Lasciata Iglesias e la piccola galleria che immette nella SS 126, già mentre si scende verso Carbonia, le miniere ti compaiono davanti con le terre di riporto, grigie, rossastre, ferrose di Monteponi e ti seguono con mille case diroccate, antichi macchinari dismessi che solo cinquanta anni fa, (distanti come appartenessero a un’altra era geologica), erano dei mostri di ferro e fumo, che cavavano materiali dal ventre della terra e deponevano migliaia di tonnellate di fanghi dilavati proprio sui margini dove ora la strada corre. Il sole del mattino, illumina quelle colline innaturali che mirti, ginestre e arbusti stanno faticosamente ricoprendo, come fossero davvero colline che da sempre regnano sovrane e non siano, come sono, un infinito termitaio, artificio suburbano dell’attività estrattiva che ha sconvolto il paesaggio originale. Le vecchie case dei minatori, quasi tutte costruite in pietra, ti osservano con le loro orbite vuote, gli infissi penzolanti, i tetti di travi in legno perforate dai tarli e con il cielo al posto delle tegole. Superato lo svincolo che immette nella SS 83, anticipato da folate di vento che ne trasportano il profumo, il mare. L’azzurro intenso è improvviso e si perde verso le isole Baleari, dalla battigia di Fontanamare. Ma è un attimo e subito ti ritrovi fra i tornanti della litoranea che serpeggia fra gli strapiombi e l’azzurro del cielo che lotta con quello del mare. L’autoradio, come avesse capito di essere in un limite, un confine, un margine, comincia a sintonizzarsi con le antenne della Spagna. La strada è stretta e in ogni stagione, con qualunque temperatura o fortunale, trovi sempre gruppetti di turisti che a bocca aperta ammirano la costa, scattano fotografie nell’incerto tentativo di portare a casa uno sbiadito ricordo di quell’emozione, di quei paesaggi; riempiono i polmoni d’aria di infinito che mostra, a momenti, la sua natura selvaggia, la risacca feroce di un mare bello e terribile, che in ogni momento pare ricordare agli uomini, la loro piccolezza, l’ impareggiabile grandezza della natura, la sua magnifica potenza tradotta in onde, scogli, faraglioni e diruppi. Con questa veduta ancora negli occhi accosto la mia automobile davanti al bar La Piazzetta, dove zio Francesco mi aspetta sorbendo il suo ennesimo caffettino.
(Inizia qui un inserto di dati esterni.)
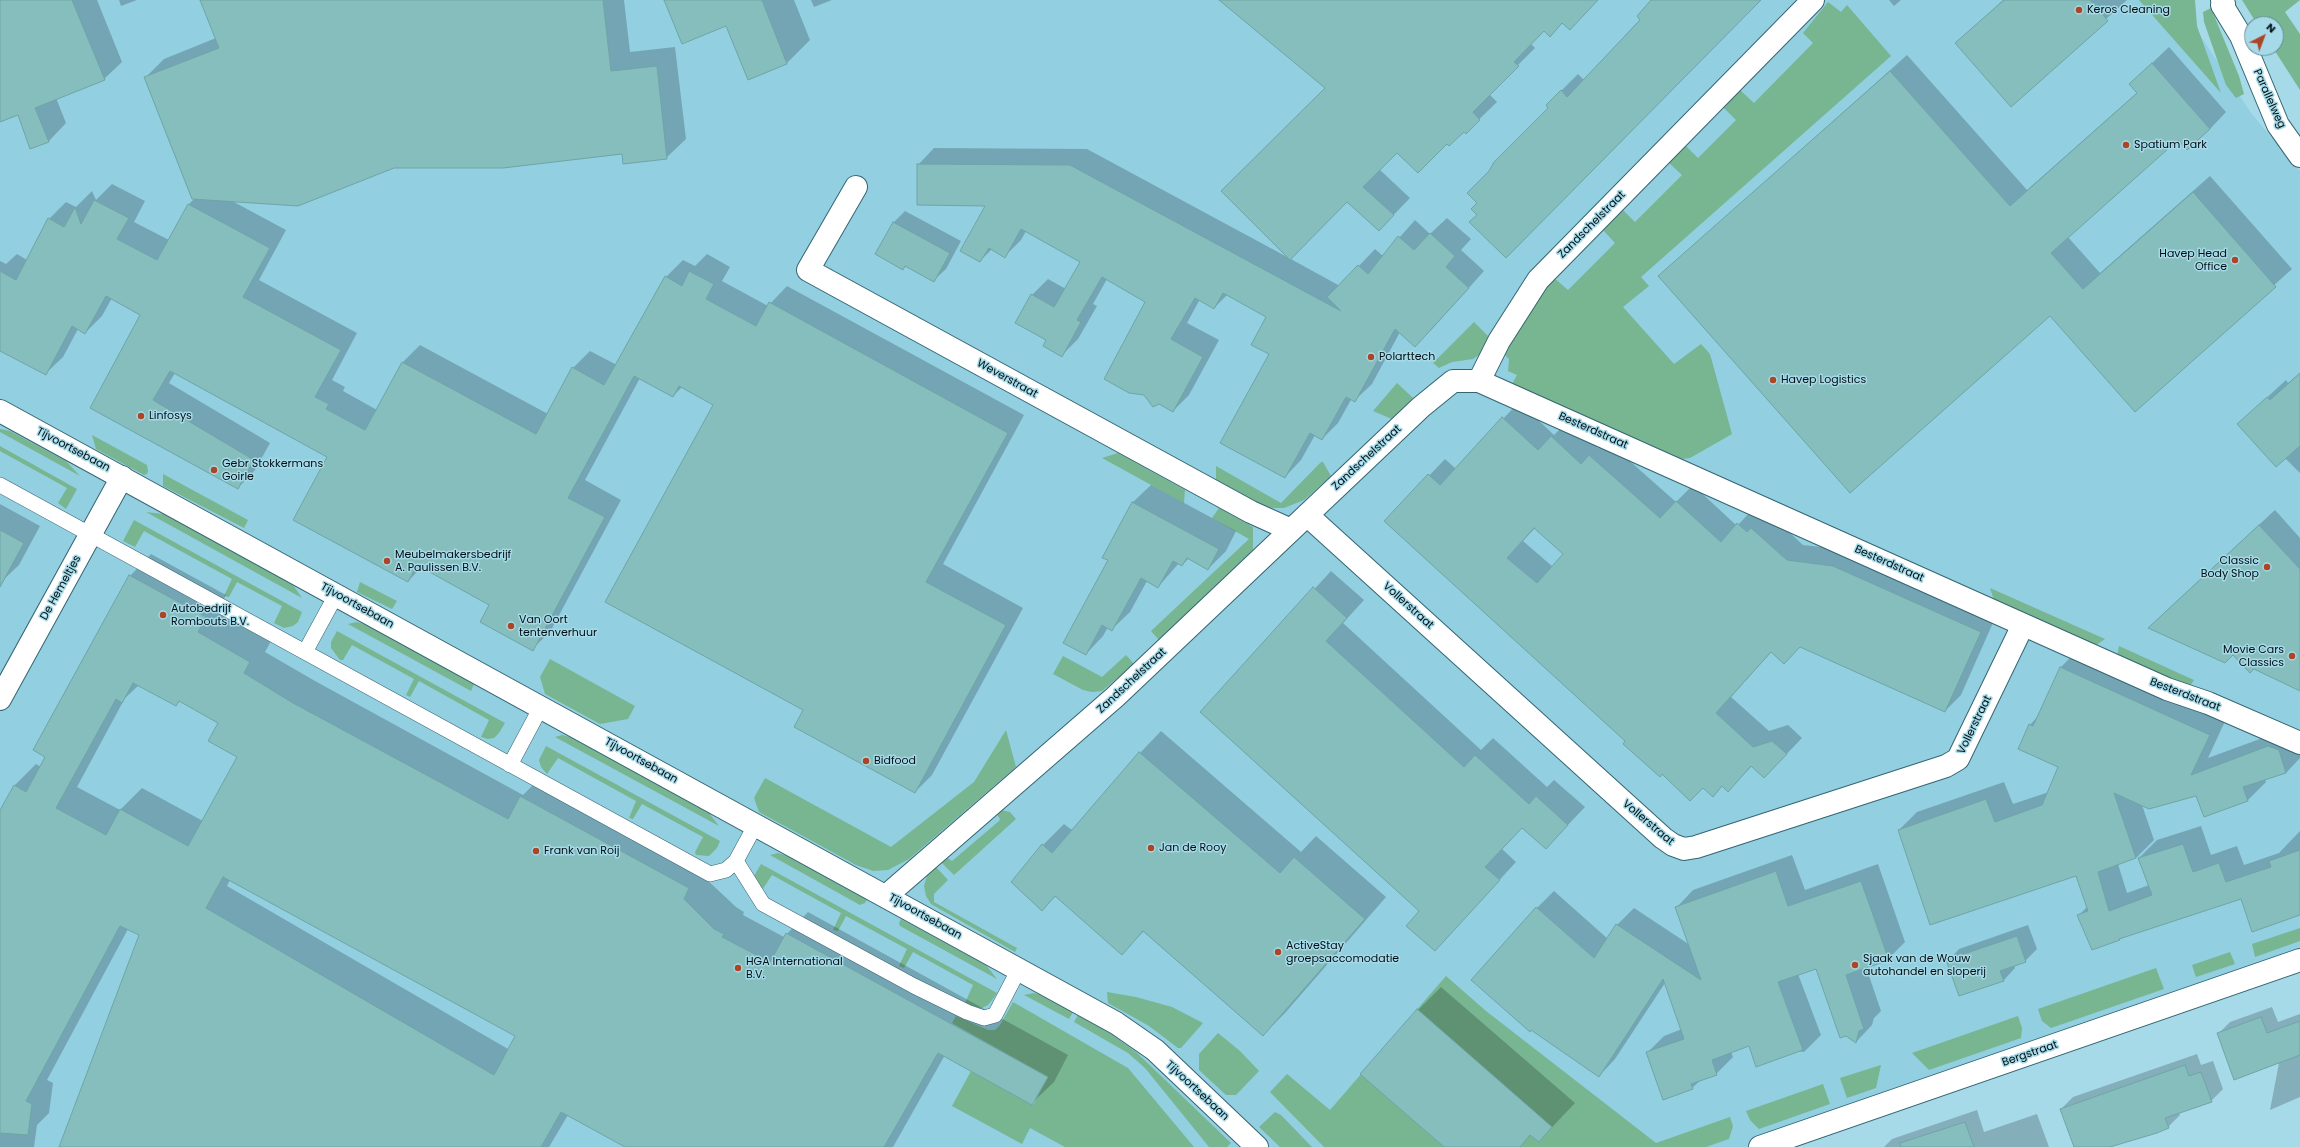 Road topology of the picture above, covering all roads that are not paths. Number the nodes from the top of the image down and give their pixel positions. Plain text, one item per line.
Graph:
1 (1813, 0) edge
2 (2222, 0) edge
3 (2300, 156) edge
4 (856, 187) dead end
5 (1479, 381) junction
6 (0, 411) edge
7 (122, 477) junction
8 (0, 485) edge
9 (1308, 515) junction
10 (1291, 530) junction
11 (90, 534) junction
12 (336, 594) junction
13 (2023, 625) junction
14 (305, 652) junction
15 (0, 699) edge
16 (541, 707) junction
17 (2300, 743) edge
18 (510, 765) junction
19 (756, 824) junction
20 (736, 861) junction
21 (886, 896) junction
22 (2300, 960) edge
23 (1019, 968) junction
24 (1257, 1147) edge
25 (1760, 1147) edge

1 - 5 street, Zandschelstraat
2 - 3 street, Parallelweg
4 - 10 street, Weverstraat
5 - 9 street, Zandschelstraat
5 - 13 street, Besterdstraat
6 - 7 street, Tijvoortsebaan
7 - 11 street, De Hemeltjes
7 - 12 street, Tijvoortsebaan
8 - 11 lane
9 - 10 street, Zandschelstraat
9 - 13 street, Vollerstraat
10 - 21 street, Zandschelstraat
11 - 14 lane
11 - 15 street, De Hemeltjes
12 - 14 lane
12 - 16 street, Tijvoortsebaan
13 - 17 street, Besterdstraat
14 - 18 lane
16 - 18 lane
16 - 19 street, Tijvoortsebaan
18 - 20 lane
19 - 20 lane
19 - 21 street, Tijvoortsebaan
20 - 23 lane
21 - 23 street, Tijvoortsebaan
22 - 25 street, Bergstraat
23 - 24 street, Tijvoortsebaan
“Oh Anto, credevo che non venivi più”, mi dice stringendomi la mano, “voi
casteddaiusu siete strani, mai che ci si possa fidare. Avevamo detto
a mengianeddu chizzi[i]: sono qui dalle sette che ti aspetto”. Zio Francesco scusami, ma per me, ora è mengianeddu chizzi, sono le otto e venti … si sono appena svegliate le galline a Nebida … “
Ellusu!
[ii]”, si limita a rispondere il vecchio, che subito è in piedi e si dirige verso la macchina. “Aiò!, che non facciamo in tempo a vedere nulla”. In breve mi guida all’ingresso della miniera di Porto Flavia, ancora una volta chiusa al pubblico per infiltrazioni d’acqua. L’amministrazione di Iglesias da sempre permette al vecchio Francesco di entrare a “
casa sua”, come la chiama lui, e portare qualche amico. Oggi questo privilegio è finalmente toccato a me. Armati di scarponi e lampada, entriamo in galleria e zio Francesco - qui dentro - sembra ringiovanire: mostra, racconta, si ferma a riflettere e poi riprende a camminare come se fra i mille ricordi e pensieri, scegliesse quelli adatti a me. Saliamo e scendiamo fra vecchi nastri trasportatori, depositi scavati nella roccia, impalcature in legno che costringono ad abbassare il capo, scheletri di compressori e perforatrici Tex 30, con cui i minatori violavano la terra, a torso nudo, caricando i materiali su piccoli vagoncini che si allineavano, come un enorme bruco, a una motrice minuscola ma potentissima, che trascinava il carico fino alla tramoggia d’uscita di Porto Flavia. “Vedi Antonio, io stavo qui dentro, a volte anche dodici, tredici ore. D’inverno entravo che ancora la notte non era andata via e uscivo che era tornata. C’erano periodi che non vedevo la luce del sole per mesi, fino alla primavera. Io e
sa bonanima di Peppineddu Trincas, ci abbiamo trascorso la gioventù intera qui dentro e quando arrivava il sovrastante, Jaime Porcu- ‘
stizzia du tiridi [iii]- dovevamo far finta di essere freschi e riposati, perché altrimenti il giorno dopo era capace di lasciarci all’ingresso, senza paga. Chi glielo diceva poi a babbo che quella mattina Jaime Porcu non ci aveva preso,
fianta croppusu e basta!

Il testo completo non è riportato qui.